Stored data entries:

* * * * * * *

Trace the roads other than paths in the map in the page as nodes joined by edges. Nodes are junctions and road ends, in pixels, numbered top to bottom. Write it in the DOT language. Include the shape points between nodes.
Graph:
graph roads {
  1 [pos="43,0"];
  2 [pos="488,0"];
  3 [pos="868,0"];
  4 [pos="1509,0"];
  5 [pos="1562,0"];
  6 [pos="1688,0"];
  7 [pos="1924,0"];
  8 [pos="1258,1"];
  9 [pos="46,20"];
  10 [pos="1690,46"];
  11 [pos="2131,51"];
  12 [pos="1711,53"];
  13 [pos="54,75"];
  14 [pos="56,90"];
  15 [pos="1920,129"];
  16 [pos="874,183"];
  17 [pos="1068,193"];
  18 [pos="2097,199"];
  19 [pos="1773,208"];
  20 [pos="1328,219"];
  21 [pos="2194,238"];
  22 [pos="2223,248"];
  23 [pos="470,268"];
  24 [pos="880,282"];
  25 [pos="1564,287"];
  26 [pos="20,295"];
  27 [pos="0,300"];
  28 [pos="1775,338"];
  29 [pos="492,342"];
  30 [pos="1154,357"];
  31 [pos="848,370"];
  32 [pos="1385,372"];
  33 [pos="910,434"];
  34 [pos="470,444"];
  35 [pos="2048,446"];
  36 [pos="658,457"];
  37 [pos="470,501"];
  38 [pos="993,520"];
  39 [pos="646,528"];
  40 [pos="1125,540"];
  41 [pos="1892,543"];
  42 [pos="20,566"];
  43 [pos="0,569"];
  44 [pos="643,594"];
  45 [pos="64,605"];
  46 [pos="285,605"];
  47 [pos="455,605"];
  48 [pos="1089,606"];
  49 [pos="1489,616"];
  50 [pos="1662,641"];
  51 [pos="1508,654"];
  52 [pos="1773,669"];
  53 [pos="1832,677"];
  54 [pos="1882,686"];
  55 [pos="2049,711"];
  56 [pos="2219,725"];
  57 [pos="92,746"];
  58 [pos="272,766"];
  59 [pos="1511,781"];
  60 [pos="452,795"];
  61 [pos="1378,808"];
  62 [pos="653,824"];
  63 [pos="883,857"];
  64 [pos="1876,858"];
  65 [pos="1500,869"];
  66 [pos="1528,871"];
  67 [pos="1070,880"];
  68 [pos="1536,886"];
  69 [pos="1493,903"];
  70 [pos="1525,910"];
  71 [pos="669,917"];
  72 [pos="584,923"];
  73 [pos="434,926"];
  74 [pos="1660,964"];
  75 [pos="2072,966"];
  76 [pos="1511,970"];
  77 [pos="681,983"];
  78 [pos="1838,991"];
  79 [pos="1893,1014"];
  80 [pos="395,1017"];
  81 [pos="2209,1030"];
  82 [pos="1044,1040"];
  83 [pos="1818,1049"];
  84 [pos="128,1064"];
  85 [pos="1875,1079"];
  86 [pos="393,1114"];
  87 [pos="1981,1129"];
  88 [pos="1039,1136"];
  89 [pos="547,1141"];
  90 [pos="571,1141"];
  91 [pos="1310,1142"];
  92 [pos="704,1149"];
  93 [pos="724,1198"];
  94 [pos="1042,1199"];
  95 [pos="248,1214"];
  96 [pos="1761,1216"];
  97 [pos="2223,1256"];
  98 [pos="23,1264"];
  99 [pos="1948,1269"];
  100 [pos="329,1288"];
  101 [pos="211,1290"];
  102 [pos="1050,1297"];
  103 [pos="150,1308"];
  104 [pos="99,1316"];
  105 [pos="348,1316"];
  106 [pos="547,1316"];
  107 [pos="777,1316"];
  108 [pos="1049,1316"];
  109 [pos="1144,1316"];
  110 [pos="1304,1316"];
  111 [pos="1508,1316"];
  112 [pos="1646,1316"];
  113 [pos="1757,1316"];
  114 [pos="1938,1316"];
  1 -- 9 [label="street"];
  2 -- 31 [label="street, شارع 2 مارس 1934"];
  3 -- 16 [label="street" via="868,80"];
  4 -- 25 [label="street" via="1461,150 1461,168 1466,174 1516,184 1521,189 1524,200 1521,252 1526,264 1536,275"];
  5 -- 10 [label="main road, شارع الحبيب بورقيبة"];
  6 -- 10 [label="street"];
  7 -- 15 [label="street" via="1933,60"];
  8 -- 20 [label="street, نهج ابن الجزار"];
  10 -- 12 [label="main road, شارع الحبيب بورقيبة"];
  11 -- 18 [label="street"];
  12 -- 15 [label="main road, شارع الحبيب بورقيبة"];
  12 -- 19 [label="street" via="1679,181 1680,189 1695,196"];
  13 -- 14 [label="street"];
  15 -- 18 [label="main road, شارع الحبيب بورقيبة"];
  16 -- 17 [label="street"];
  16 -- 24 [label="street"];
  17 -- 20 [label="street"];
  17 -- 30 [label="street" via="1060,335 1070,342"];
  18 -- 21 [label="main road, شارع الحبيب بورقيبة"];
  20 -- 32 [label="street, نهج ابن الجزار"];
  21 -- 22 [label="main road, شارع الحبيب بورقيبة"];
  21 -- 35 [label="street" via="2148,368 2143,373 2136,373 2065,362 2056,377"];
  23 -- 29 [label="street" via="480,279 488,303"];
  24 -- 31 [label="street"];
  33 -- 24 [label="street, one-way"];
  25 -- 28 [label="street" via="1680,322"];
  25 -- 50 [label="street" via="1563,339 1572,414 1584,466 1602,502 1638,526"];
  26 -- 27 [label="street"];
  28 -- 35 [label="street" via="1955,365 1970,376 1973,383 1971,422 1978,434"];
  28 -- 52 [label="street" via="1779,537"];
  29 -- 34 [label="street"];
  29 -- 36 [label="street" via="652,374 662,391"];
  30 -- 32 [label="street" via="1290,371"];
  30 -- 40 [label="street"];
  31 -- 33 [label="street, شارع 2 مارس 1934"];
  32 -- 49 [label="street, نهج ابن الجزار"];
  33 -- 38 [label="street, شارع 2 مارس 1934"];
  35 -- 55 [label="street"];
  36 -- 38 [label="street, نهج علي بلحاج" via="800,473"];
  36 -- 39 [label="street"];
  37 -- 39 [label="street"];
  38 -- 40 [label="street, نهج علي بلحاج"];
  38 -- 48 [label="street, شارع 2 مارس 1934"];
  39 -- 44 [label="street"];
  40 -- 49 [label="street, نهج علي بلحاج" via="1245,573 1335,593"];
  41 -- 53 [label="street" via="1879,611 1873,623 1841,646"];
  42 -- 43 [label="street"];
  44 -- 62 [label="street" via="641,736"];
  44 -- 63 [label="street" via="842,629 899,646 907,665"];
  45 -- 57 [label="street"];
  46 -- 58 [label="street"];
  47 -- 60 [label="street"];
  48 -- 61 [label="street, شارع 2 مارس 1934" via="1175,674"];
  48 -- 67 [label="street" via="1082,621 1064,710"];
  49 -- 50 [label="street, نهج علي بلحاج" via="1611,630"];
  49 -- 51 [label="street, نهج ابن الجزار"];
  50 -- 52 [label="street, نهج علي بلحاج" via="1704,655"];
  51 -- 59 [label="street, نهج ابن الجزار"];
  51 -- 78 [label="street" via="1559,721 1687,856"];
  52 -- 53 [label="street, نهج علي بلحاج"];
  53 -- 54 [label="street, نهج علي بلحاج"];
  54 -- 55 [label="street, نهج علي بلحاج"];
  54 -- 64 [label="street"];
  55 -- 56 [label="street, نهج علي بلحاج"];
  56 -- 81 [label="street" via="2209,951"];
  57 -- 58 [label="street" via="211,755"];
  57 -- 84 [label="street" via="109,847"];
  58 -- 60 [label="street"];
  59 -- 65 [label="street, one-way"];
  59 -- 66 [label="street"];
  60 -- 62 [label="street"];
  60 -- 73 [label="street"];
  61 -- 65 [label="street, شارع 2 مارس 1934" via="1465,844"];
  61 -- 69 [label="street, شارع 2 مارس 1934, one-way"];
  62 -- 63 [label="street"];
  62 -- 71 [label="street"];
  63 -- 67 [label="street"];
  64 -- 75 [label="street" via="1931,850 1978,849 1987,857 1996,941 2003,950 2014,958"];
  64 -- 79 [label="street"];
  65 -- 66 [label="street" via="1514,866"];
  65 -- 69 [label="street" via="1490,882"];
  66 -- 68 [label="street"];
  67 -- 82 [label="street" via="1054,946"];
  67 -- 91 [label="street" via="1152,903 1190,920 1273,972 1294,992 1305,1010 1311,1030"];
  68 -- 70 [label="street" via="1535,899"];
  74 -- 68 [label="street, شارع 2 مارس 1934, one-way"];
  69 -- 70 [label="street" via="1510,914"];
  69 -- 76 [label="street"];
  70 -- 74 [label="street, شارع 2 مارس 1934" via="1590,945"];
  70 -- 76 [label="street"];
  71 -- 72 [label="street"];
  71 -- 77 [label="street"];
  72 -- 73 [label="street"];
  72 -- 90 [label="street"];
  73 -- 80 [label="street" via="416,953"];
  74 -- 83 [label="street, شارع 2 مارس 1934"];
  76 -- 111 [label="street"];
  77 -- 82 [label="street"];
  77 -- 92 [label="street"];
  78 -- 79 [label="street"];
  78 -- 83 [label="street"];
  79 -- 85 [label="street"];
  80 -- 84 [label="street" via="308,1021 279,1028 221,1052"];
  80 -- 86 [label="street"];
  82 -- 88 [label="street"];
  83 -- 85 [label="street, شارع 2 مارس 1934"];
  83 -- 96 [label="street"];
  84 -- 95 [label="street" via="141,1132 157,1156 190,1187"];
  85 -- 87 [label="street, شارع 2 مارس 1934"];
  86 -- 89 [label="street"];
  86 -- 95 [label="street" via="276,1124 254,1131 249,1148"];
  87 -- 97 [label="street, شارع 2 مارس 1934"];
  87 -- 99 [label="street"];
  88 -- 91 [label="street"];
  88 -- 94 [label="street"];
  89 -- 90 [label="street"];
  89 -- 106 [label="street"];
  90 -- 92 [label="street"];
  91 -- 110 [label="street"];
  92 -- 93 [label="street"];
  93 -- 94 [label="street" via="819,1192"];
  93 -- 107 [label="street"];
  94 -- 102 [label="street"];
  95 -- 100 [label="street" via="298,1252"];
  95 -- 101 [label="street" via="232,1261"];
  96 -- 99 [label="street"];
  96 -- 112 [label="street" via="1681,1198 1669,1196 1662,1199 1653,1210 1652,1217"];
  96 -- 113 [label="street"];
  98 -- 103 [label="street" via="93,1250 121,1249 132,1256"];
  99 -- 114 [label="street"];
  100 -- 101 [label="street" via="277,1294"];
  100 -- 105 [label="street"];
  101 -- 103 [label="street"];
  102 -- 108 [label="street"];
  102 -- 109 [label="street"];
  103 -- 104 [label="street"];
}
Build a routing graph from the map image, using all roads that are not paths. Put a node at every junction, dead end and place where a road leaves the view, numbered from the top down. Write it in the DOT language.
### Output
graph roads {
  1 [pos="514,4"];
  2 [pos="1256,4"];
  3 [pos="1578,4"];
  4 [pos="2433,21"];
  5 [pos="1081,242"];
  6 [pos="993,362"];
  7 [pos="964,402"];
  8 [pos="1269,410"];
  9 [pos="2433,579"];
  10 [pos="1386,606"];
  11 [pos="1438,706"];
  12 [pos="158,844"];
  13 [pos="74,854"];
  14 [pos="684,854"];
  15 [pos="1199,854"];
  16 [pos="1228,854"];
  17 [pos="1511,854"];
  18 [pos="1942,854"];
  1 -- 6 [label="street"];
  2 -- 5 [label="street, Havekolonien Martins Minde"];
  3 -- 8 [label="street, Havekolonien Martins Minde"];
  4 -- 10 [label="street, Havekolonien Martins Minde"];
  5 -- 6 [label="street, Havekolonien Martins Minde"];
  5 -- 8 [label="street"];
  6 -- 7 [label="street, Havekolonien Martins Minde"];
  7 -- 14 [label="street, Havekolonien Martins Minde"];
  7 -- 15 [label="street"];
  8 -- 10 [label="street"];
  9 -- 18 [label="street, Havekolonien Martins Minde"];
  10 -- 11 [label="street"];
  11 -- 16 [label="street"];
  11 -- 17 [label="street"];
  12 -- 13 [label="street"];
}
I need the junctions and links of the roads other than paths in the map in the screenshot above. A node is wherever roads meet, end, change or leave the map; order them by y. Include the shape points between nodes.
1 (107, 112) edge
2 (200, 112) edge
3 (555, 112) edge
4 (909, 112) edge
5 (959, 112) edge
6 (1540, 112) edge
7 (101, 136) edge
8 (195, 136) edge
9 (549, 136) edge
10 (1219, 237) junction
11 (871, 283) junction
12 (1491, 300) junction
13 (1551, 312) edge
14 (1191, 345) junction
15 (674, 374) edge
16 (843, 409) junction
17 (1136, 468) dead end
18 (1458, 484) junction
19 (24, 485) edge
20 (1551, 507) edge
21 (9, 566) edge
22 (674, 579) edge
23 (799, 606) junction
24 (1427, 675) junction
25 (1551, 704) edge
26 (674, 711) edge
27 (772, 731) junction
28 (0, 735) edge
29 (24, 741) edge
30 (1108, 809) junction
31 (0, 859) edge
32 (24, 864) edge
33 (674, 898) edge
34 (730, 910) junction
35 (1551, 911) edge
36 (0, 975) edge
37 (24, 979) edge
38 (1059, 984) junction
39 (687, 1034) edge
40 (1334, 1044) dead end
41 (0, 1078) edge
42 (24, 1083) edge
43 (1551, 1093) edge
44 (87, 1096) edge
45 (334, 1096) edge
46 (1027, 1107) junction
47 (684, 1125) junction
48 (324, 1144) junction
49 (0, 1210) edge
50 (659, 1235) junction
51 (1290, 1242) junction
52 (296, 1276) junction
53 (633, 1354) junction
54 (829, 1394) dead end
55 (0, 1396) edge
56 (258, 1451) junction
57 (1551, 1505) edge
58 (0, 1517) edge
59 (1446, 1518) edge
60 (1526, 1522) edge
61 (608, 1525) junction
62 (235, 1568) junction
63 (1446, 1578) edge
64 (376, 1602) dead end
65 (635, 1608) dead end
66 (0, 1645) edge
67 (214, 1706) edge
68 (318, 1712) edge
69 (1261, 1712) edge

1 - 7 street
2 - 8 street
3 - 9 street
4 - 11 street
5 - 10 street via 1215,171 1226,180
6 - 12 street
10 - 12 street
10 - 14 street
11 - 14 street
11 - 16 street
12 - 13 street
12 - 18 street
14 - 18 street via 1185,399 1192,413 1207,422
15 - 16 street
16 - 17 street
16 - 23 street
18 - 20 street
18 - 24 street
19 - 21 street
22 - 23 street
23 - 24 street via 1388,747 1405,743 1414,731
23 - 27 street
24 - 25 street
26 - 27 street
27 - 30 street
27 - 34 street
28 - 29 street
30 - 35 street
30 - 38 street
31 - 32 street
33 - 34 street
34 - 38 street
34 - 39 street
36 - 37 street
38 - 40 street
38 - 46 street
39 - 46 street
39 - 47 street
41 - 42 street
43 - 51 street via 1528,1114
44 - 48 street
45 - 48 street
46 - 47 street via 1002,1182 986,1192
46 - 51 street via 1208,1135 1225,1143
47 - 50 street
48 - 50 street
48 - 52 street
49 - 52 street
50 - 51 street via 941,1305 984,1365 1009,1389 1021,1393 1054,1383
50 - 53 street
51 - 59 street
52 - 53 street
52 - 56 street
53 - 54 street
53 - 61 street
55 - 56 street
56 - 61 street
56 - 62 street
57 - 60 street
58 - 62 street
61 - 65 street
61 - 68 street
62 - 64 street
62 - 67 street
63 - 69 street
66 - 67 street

* * * * * * *

== Work task ==
The expected answer is a copy of every line in the entries that holds the word "dead".

== Exercise result ==
Build a routing graph from the map image, using all roads that are not paths. Put a node at every junction, dead end and place where a road leaves the view, numbered from the top down. Write it in the DOT language.
17 (1136, 468) dead end
40 (1334, 1044) dead end
54 (829, 1394) dead end
64 (376, 1602) dead end
65 (635, 1608) dead end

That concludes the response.